[DATASET RECORDS Boundary: Start]

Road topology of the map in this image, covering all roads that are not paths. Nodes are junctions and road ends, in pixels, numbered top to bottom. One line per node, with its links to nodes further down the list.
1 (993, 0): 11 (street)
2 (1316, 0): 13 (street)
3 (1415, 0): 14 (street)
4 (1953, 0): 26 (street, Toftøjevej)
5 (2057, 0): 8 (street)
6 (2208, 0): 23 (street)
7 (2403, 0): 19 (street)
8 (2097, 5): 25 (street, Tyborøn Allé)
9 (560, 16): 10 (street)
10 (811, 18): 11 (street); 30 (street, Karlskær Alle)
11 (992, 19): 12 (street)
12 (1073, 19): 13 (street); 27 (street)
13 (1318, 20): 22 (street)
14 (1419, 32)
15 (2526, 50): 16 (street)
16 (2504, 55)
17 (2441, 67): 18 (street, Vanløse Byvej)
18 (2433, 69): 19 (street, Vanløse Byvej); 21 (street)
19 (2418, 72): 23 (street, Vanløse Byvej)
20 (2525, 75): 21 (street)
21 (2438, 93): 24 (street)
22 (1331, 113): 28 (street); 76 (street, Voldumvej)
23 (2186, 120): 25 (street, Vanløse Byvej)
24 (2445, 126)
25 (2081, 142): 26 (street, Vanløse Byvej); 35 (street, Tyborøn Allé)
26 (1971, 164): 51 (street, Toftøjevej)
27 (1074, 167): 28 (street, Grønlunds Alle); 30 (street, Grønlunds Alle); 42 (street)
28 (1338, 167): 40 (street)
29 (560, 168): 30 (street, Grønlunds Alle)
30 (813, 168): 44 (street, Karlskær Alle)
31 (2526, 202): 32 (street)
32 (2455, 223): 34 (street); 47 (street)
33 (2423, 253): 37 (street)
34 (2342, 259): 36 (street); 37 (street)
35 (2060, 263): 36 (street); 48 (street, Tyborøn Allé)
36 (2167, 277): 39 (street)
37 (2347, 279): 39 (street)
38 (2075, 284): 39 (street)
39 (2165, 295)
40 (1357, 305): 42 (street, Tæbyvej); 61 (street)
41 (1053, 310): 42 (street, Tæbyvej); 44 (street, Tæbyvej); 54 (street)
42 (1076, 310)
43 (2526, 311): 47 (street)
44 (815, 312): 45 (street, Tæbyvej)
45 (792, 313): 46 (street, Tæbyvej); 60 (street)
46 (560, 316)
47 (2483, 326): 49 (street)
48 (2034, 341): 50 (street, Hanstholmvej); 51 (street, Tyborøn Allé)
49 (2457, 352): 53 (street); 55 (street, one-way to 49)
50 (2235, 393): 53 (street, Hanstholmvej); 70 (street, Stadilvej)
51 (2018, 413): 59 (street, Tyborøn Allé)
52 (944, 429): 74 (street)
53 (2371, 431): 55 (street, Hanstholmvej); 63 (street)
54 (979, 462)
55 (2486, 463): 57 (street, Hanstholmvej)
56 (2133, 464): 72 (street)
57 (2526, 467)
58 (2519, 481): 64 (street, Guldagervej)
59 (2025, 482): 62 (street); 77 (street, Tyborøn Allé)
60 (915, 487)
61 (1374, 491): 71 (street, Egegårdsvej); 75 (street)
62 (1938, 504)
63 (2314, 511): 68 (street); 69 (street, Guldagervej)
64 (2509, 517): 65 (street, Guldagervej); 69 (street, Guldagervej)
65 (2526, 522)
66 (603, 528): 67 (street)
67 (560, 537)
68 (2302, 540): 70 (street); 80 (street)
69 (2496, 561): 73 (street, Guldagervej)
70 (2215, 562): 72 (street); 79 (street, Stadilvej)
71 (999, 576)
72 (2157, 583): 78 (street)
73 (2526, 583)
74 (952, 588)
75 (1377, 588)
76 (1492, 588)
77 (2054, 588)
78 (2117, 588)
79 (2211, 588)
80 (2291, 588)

[DATASET RECORDS Boundary: End]

All lines with the string "Allé" must be copied from the data.

8 (2097, 5): 25 (street, Tyborøn Allé)
25 (2081, 142): 26 (street, Vanløse Byvej); 35 (street, Tyborøn Allé)
35 (2060, 263): 36 (street); 48 (street, Tyborøn Allé)
48 (2034, 341): 50 (street, Hanstholmvej); 51 (street, Tyborøn Allé)
51 (2018, 413): 59 (street, Tyborøn Allé)
59 (2025, 482): 62 (street); 77 (street, Tyborøn Allé)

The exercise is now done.